Wangusi heads for exit amid raging battle for ICT billions

Francis Wangusi. His tenure dominated by internal wrangles and court cases. [File, Standard]

Kenya’s information and communications regulator is once again facing a leadership crisis as powerful State officials seek control of the institution’s multi-billion-shilling budget.

For the second time in as many years, Communication Authority of Kenya’s (CA) top leadership is in limbo as a legal dispute exposes a plan to clip the independence of the influential regulator and place it under the control of individuals in government.

Last week, CA board chairman Ngene Gituku put out a statement declaring the post of director-general vacant in a bid to kick-start the replacement of Francis Wangusi, whose term expires in August this year.

However, stakeholders in the telecommunication sector have faulted the authority for flouting due process by seeking to replace Mr Wangusi while a legal dispute on the CA’s leadership is currently in court.

“We are surprised the authority has begun the process of recruiting a new director-general while the board of directors remains in office illegally,” said Stephen Mutoro, the chief executive of the Consumers Federation of Kenya (Cofek). 

Last month, the High Court blocked the appointment of a new board following a suit by activist Okiya Omtata challenging the appointment process.

In the case that will be heard on Tuesday, Mr Omtata argues that the appointment process for the authority’s board of directors and director-general has been undermined by recent amendments to the Kenya Information and Communications Act (KICA).

The Miscellaneous Amendments Bill, 2018 expunged clauses to the KICA Act, 2013 that mandated the authority to replace the board chairman and director-general through a selection panel.

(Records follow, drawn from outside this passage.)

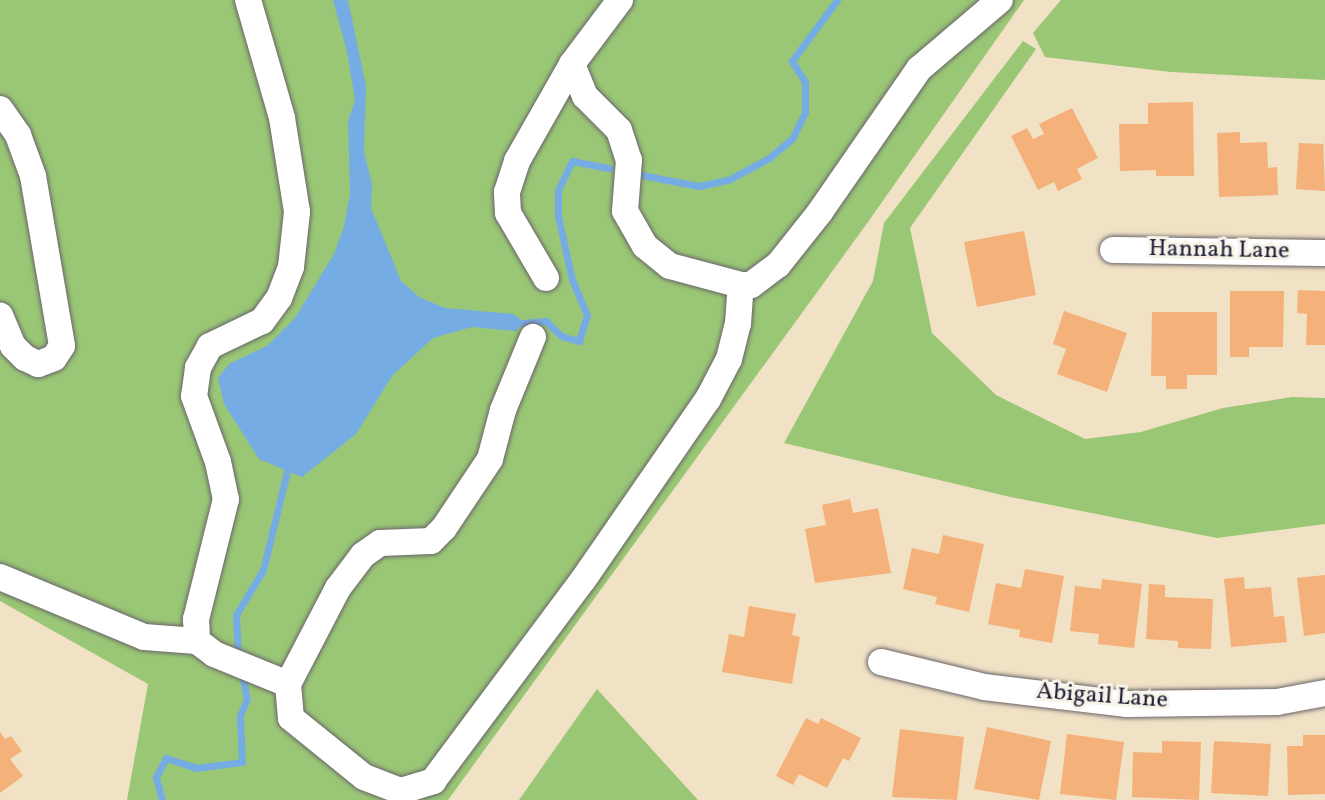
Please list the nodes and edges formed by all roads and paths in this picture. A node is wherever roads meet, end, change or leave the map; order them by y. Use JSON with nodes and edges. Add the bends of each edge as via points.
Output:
{"nodes":[{"id":1,"x":248,"y":0,"type":"edge"},
{"id":2,"x":620,"y":0,"type":"edge"},
{"id":3,"x":1000,"y":0,"type":"edge"},
{"id":4,"x":572,"y":64,"type":"junction"},
{"id":5,"x":0,"y":109,"type":"edge"},
{"id":6,"x":1113,"y":250,"type":"dead end"},
{"id":7,"x":1325,"y":253,"type":"edge"},
{"id":8,"x":546,"y":278,"type":"dead end"},
{"id":9,"x":741,"y":285,"type":"junction"},
{"id":10,"x":0,"y":316,"type":"edge"},
{"id":11,"x":533,"y":337,"type":"dead end"},
{"id":12,"x":0,"y":577,"type":"edge"},
{"id":13,"x":205,"y":648,"type":"junction"},
{"id":14,"x":881,"y":662,"type":"dead end"},
{"id":15,"x":281,"y":681,"type":"junction"},
{"id":16,"x":1325,"y":693,"type":"edge"}],
"edges":[{"from":1,"to":13,"type":"street","via":[[282,118],[297,212],[291,267],[279,298],[262,321],[210,346],[198,368],[194,396],[218,462],[226,499],[196,619]]},
{"from":2,"to":4,"type":"street"},
{"from":3,"to":9,"type":"street","via":[[919,69],[820,212],[778,265],[751,285]]},
{"from":4,"to":8,"type":"street","via":[[522,152],[507,192],[508,213]]},
{"from":4,"to":9,"type":"street","via":[[585,96],[619,130],[629,160],[625,211],[645,246],[670,266]]},
{"from":5,"to":10,"type":"street","via":[[18,135],[33,176],[62,346],[54,358],[38,364],[25,358],[13,346]]},
{"from":6,"to":7,"type":"street","name":"Hannah Lane"},
{"from":9,"to":15,"type":"street","via":[[738,324],[729,359],[708,399],[583,580],[433,781],[400,791],[364,777],[291,718]]},
{"from":11,"to":15,"type":"street","via":[[502,410],[490,459],[444,528],[431,541],[380,543],[363,555]]},
{"from":12,"to":13,"type":"street","via":[[144,637]]},
{"from":13,"to":15,"type":"street"},
{"from":14,"to":16,"type":"street","name":"Abigail Lane","via":[[984,687],[1127,704],[1277,702]]}]}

The panel was constituted by several representatives, including the Media Council of Kenya, Kenya Private Sector Alliance, Law Society of Kenya, Institute of Engineers of Kenya and Cofek, and instead conferred the appointing authority to the Cabinet secretary in charge of the ministry.

Dilute independence

This has raised concerns that the independence of the authority will be diluted if the Cabinet secretary chooses to handpick their preferred board members without any oversight.

Wangusi’s impending exit has been as acrimonious as his tenure, as the authority’s second director-general and highlighted the perennial leadership wrangles that have dogged the regulator since inception.

He assumed office in 2012 after the High Court nullified the re-appointment of his predecessor, Charles Njoroge, by then ICT minister Samuel Poghisio.

Then known as the Communications Commission of Kenya, the regulator was coming out of vicious boardroom wrangles that were partly quelled by Wangusi’s appointment.

The previous board had been dissolved following allegations of corruption in its decision to award the third mobile subscriber licence to Econet Wireless, which later became Essar Communications, operators of the Yu network after a 2009 acquisition.

Five years later, when Safaricom and Airtel Kenya signed an agreement to acquire YuMobile for Sh10 billion, the CA top management once again stood accused of abusing their mandate and causing the taxpayer losses by waiving billions of shillings in licence fees.

In the deal, Airtel was supposed to absorb the 2.7 million YuMobile subscribers at a cost of $6.9 million (Sh710million) while Safaricom took up the frequency and phone masts.

According to Airtel, CA had promised to merge its operating licence with that of the defunct YuMobile, with the deal granting Airtel a lease to operate in the country until January 2025. A few months later, however, the CA wrote to Airtel demanding the telco pay up Sh2.3 billion to renew its operating spectrum licence.

CA said the National Treasury had insisted on the payment since licence fees are a matter of public revenue and only Treasury can grant waivers.

Airtel went to court in 2015 and CA lost the case. The issue caused a rift in the regulator’s boardroom, with the highlight being an acrimonious meeting in 2016 that ended with the arrest of some board members.

At the heart of the perennial disputes dogging the authority are the billions of shillings collected each year in licence fees for telecommunication service providers and broadcasting companies operating in Kenya.

Tier 1 network service providers such as Safaricom, Airtel Kenya and Telkom Kenya pay Sh15 million for an initial operating licence, as well as an annual operating fee of 0.4 per cent of their gross turnover or Sh4 million, whichever is higher.

This is besides the billions in spectrum fees the companies pay to utilise the finite radio communication pathways the regulator assigns to service providers to channel their networks.

Spectrum fees have predictably been the major cause of rifts in the authority’s boardroom.

In 2017, months after the acrimonious board meeting that later saw some board members sent packing, Mr Gituku was hard-pressed to explain why the authority had granted Jamii Telecom a 4G mobile licence without the company paying the Sh2.5 billion spectrum fee levied on other providers.